The invention described herein may be manufactured and used by or for the Government of the United States of America for governmental purposes without the payment of any royalties thereon or therefor.
(1) Field of the Invention
The invention relates to a data reduction system that reduces the dimensionality of neural network training data by finding features that most improve performance of the neural network.
(2) Description of the Prior Art
The use of classification systems to classify input data into one of several predetermined classes is well known. Their use has been adapted to a wide range applications including target identification, medical diagnosis, speech recognition, digital communications and quality control systems.
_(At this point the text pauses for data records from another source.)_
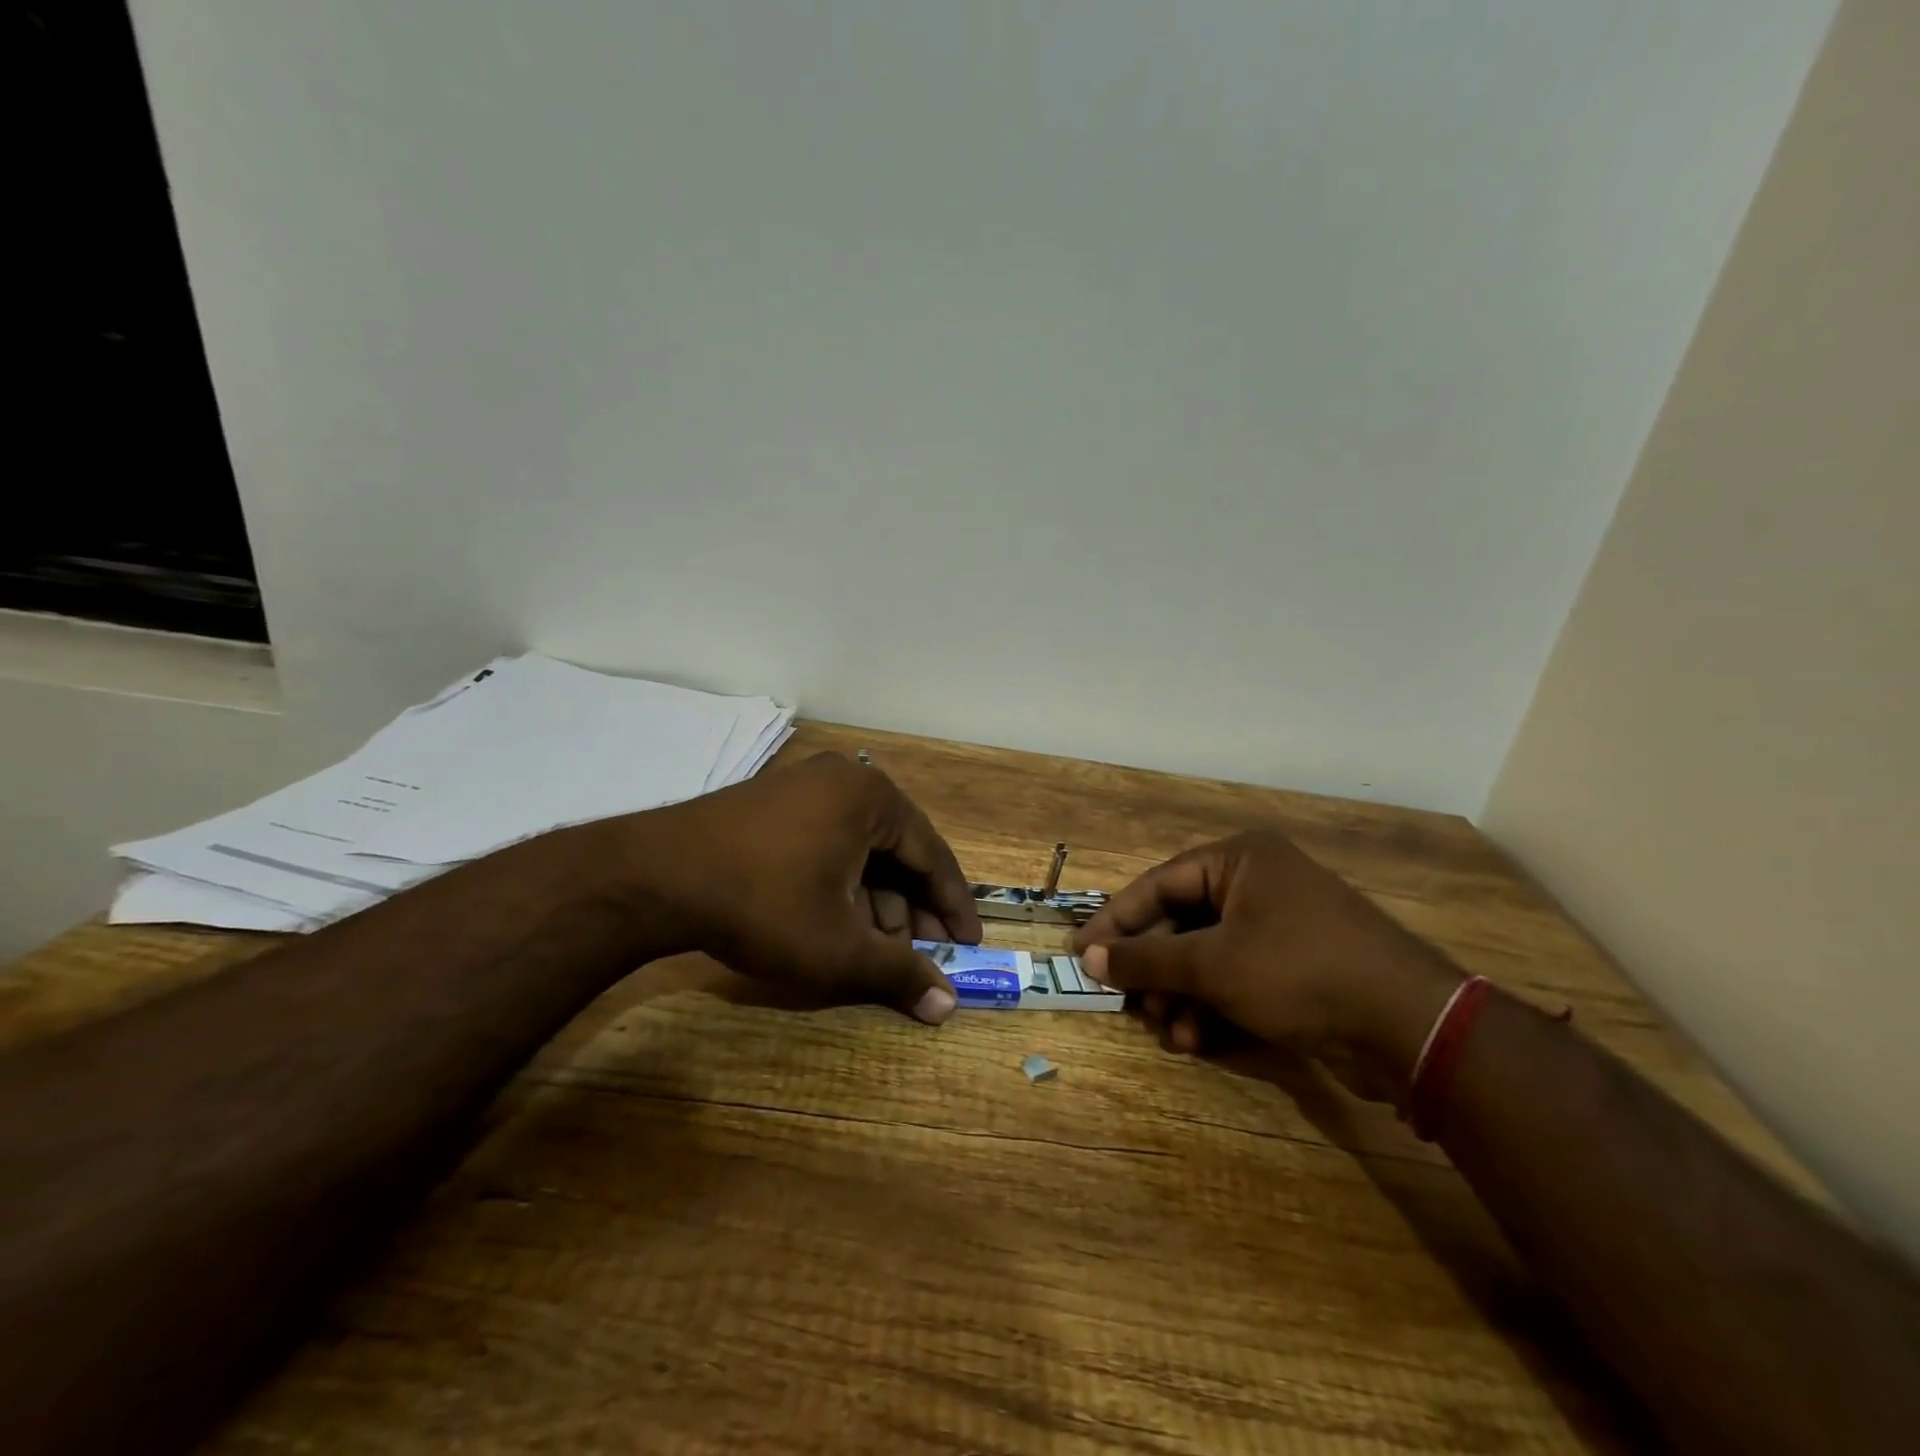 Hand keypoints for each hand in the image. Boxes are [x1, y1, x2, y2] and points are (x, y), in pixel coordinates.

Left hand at [625, 752, 983, 1023]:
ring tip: (876, 948)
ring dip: (875, 900)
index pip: (932, 855)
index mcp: (873, 798)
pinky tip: (836, 921)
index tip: (968, 944)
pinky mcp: (772, 801)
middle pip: (896, 851)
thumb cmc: (764, 905)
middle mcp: (845, 781)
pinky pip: (827, 841)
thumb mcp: (837, 948)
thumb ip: (898, 974)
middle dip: (911, 908)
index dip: (952, 906)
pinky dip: (841, 883)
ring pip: (860, 849)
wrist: (655, 877)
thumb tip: (947, 1007)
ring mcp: (804, 786)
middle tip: (922, 954)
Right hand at [1071, 831, 1459, 1097]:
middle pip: (1182, 922)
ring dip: (1182, 995)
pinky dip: (1213, 1005)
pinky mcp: (1296, 964)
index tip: (1081, 953)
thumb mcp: (1213, 965)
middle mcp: (1257, 883)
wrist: (1410, 1026)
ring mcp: (1279, 924)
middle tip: (1128, 1003)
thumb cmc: (1299, 972)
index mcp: (1238, 860)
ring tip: (1169, 1032)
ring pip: (1207, 955)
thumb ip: (1147, 959)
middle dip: (1155, 969)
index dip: (1116, 921)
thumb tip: (1089, 957)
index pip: (1158, 884)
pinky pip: (1236, 976)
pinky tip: (1198, 1040) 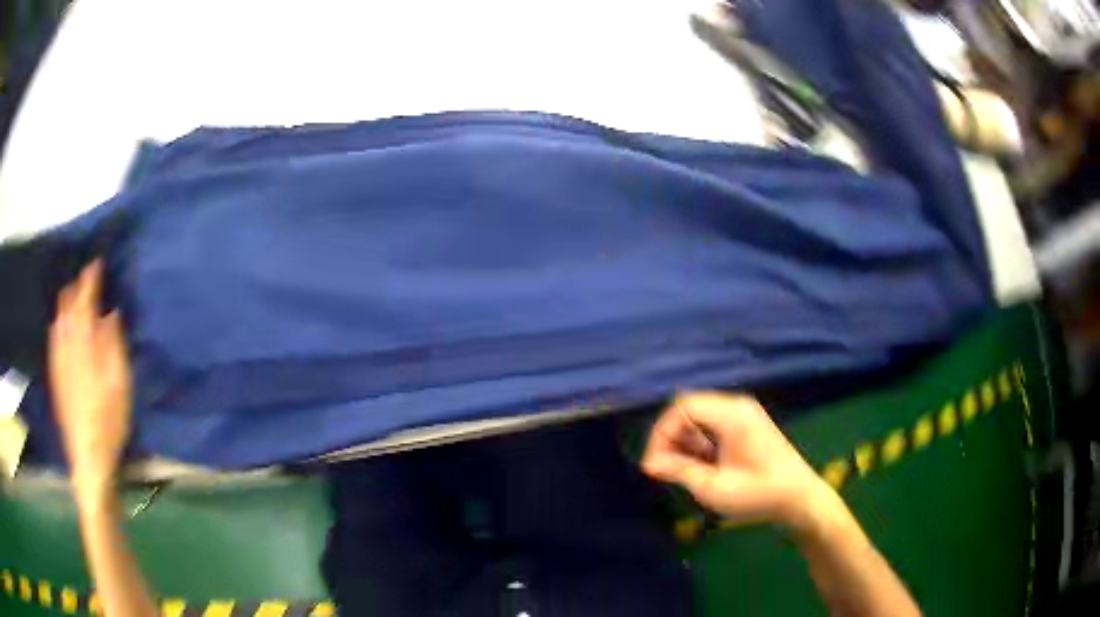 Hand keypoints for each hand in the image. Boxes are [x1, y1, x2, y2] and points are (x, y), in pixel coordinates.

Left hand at [48, 260, 132, 501]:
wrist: (87, 456)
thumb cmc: (109, 420)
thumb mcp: (120, 383)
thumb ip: (114, 344)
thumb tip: (111, 313)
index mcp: (84, 343)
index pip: (85, 299)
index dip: (91, 279)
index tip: (97, 262)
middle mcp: (67, 344)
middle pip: (67, 305)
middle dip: (76, 287)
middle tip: (87, 279)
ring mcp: (58, 359)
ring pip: (58, 318)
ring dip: (66, 303)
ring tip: (74, 296)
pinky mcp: (55, 373)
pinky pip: (53, 336)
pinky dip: (58, 322)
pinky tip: (61, 325)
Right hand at [641, 392, 836, 529]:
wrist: (800, 499)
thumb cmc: (758, 494)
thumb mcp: (713, 488)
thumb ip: (679, 471)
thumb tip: (650, 464)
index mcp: (731, 415)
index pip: (682, 407)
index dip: (661, 433)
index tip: (653, 464)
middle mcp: (738, 406)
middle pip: (690, 408)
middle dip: (672, 438)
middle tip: (666, 469)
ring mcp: (745, 414)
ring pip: (701, 417)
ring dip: (686, 442)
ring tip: (686, 472)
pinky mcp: (749, 425)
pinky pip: (714, 424)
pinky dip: (702, 443)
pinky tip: (705, 467)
Classification of sonar signals into threats and non-threats is an important task for sonar operators. Neural networks have been proposed to help accomplish this task by receiving a signal from the sonar system and analyzing characteristics of the signal for determining if the signal is originating from a vessel that is a military vessel that represents a threat or from a commercial vessel. Speed in making this determination is often of the essence.
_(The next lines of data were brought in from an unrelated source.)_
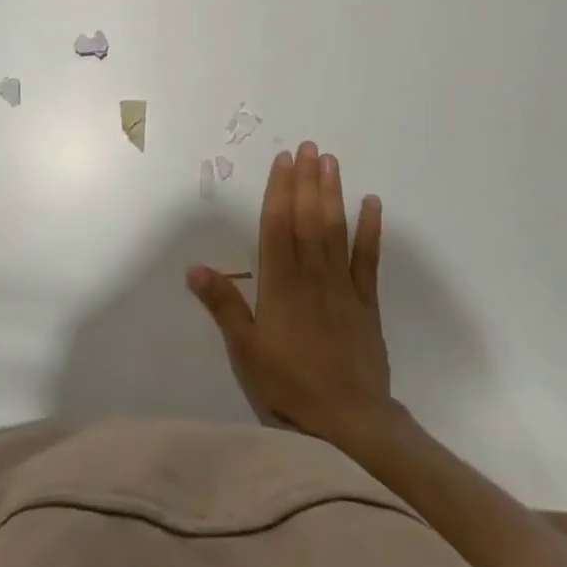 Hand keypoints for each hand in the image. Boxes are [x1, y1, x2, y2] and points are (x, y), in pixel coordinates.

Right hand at [188, 141, 395, 446]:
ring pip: (335, 229)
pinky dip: (370, 229)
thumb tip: (194, 268)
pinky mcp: (366, 300)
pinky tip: (372, 203)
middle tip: (308, 147)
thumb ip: (223, 305)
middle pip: (307, 217)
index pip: (277, 225)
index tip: (283, 160)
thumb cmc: (289, 383)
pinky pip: (368, 258)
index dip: (279, 190)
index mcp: (280, 282)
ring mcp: (342, 284)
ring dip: (332, 193)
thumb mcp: (245, 349)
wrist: (348, 419)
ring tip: (331, 162)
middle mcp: (311, 273)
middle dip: (306, 180) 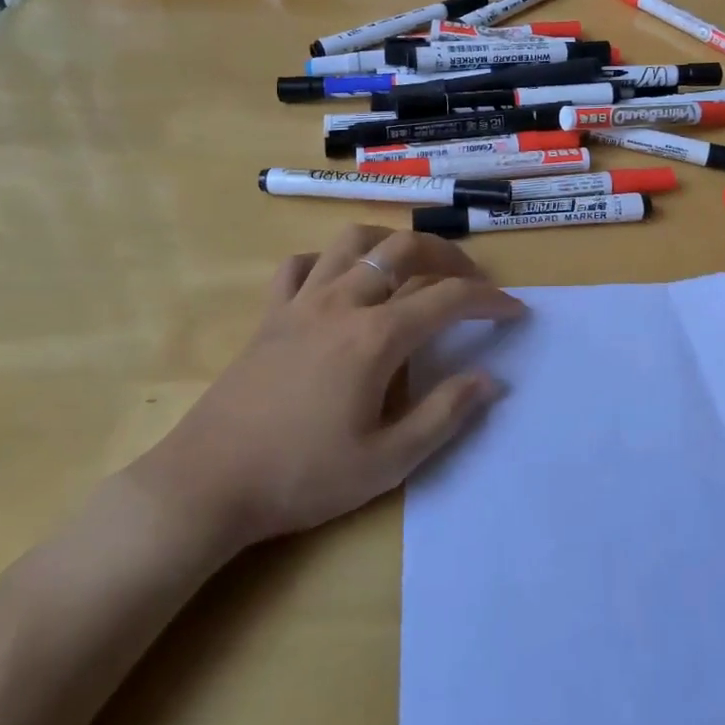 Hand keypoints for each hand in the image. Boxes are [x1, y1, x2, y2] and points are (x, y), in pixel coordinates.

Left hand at [132, 224, 524, 560]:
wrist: (208, 483)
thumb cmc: (302, 477)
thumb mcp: (386, 462)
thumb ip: (444, 415)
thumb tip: (490, 379)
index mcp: (376, 336)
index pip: (447, 298)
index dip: (489, 300)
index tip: (515, 311)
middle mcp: (343, 302)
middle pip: (404, 249)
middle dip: (448, 257)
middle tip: (472, 281)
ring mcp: (301, 302)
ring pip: (353, 241)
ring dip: (391, 243)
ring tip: (412, 265)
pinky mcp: (270, 314)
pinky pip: (300, 265)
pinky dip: (327, 261)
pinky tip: (338, 282)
Classification systems decide, given an input X, to which of several output classes X belongs. If known, measurable characteristics separate classes, the classification decision is straightforward. However, for most applications, such characteristics are unknown, and the classification system must decide which output class the input most closely resembles. In such applications, the output classes and their characteristics are modeled (estimated) using statistics for the classes derived from training data belonging to known classes. Thus, the standard classification approach is to first estimate the statistics from the given training data and then to apply a decision rule using these estimated statistics.
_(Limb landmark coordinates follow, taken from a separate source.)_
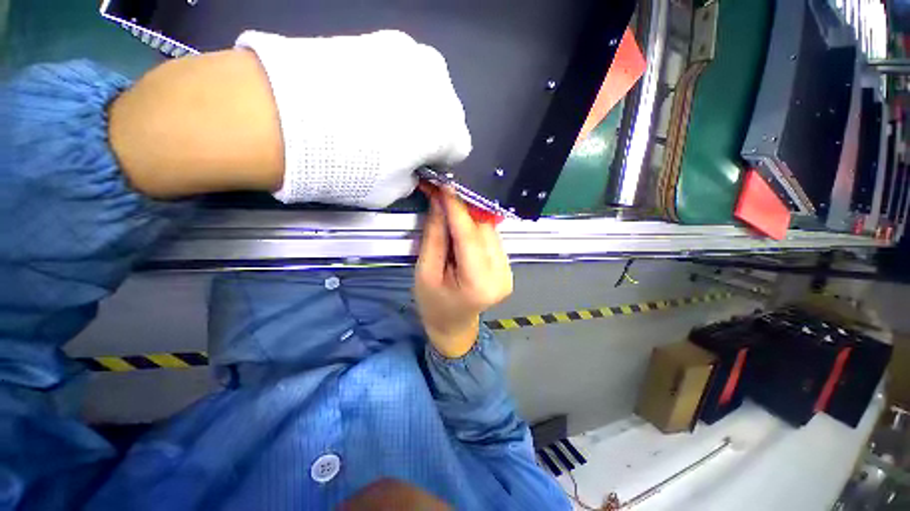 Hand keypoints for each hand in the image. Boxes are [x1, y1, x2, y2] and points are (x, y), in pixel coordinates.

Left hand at [236, 30, 471, 207]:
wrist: (291, 117)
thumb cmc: (356, 166)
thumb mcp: (391, 191)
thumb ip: (410, 180)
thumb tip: (410, 170)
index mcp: (449, 129)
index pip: (459, 149)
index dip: (441, 160)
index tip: (423, 165)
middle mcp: (440, 87)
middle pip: (447, 115)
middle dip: (431, 130)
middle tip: (402, 143)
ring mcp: (410, 55)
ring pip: (425, 89)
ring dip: (412, 105)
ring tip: (380, 117)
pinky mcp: (379, 37)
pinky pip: (398, 69)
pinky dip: (390, 85)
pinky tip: (365, 96)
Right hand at [415, 187, 512, 357]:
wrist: (453, 325)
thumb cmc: (434, 304)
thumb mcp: (426, 272)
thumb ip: (435, 236)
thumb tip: (440, 202)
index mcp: (478, 283)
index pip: (469, 237)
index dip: (457, 209)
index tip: (445, 186)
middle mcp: (501, 275)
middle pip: (483, 231)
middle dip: (463, 209)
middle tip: (444, 193)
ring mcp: (508, 271)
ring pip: (489, 231)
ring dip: (470, 217)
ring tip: (450, 208)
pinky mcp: (507, 267)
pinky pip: (491, 238)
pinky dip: (476, 227)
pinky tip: (463, 224) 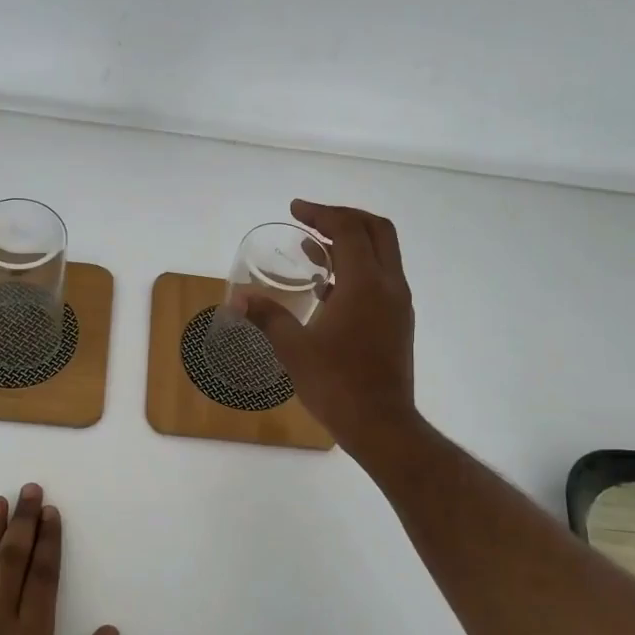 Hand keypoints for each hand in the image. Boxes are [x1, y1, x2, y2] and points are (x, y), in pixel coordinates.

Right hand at [239, 199, 420, 460]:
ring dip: (351, 242)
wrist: (381, 424)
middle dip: (343, 217)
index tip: (294, 210)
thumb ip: (266, 317)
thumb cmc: (336, 384)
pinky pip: (381, 278)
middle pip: (376, 230)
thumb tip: (236, 299)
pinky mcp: (398, 322)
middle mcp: (389, 286)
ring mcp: (398, 304)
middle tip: (311, 219)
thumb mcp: (293, 349)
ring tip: (313, 248)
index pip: (348, 230)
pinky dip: (357, 268)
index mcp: (365, 284)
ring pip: (382, 254)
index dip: (320, 213)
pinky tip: (327, 287) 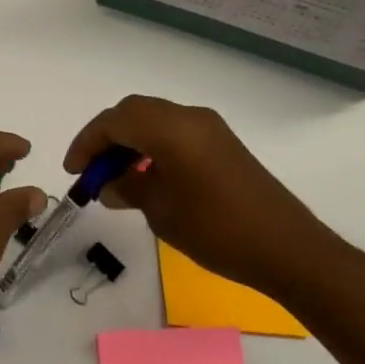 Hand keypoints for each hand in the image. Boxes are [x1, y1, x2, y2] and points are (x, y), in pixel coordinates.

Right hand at [65, 95, 343, 300]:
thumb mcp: (161, 211)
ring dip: (130, 141)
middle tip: (91, 170)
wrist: (290, 250)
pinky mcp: (223, 143)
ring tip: (117, 176)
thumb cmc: (217, 229)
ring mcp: (209, 128)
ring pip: (154, 119)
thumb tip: (108, 184)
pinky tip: (149, 175)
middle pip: (133, 112)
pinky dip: (153, 145)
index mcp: (169, 127)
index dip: (87, 143)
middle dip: (106, 137)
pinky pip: (175, 131)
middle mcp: (188, 116)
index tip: (73, 171)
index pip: (114, 121)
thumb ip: (128, 188)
However, often there is insufficient training data to accurately infer the true statistics for the output classes which results in reduced classification performance or more occurrences of classification errors. Additionally, any new information that arrives with the input data is not combined with the training data to improve the estimates of the symbol probabilities. Furthermore, changes in symbol probabilities resulting from changes, which may be unobservable, in the source of test data, the sensors gathering data or the environment often result in reduced classification performance. Therefore, if based on the training data, a classification system maintains a near zero probability for the occurrence of a symbol and the symbol begins to occur in the input data with increasing frequency, classification errors are likely to occur if the new data is not used in determining symbol probabilities.
Attempts to improve the classification performance and take advantage of information available in test data have explored combining the test data with the training data in modeling class statistics and making classification decisions. While these attempts have indicated that improved classification performance is possible, they have one or more drawbacks which limit or prevent their use for many classification systems.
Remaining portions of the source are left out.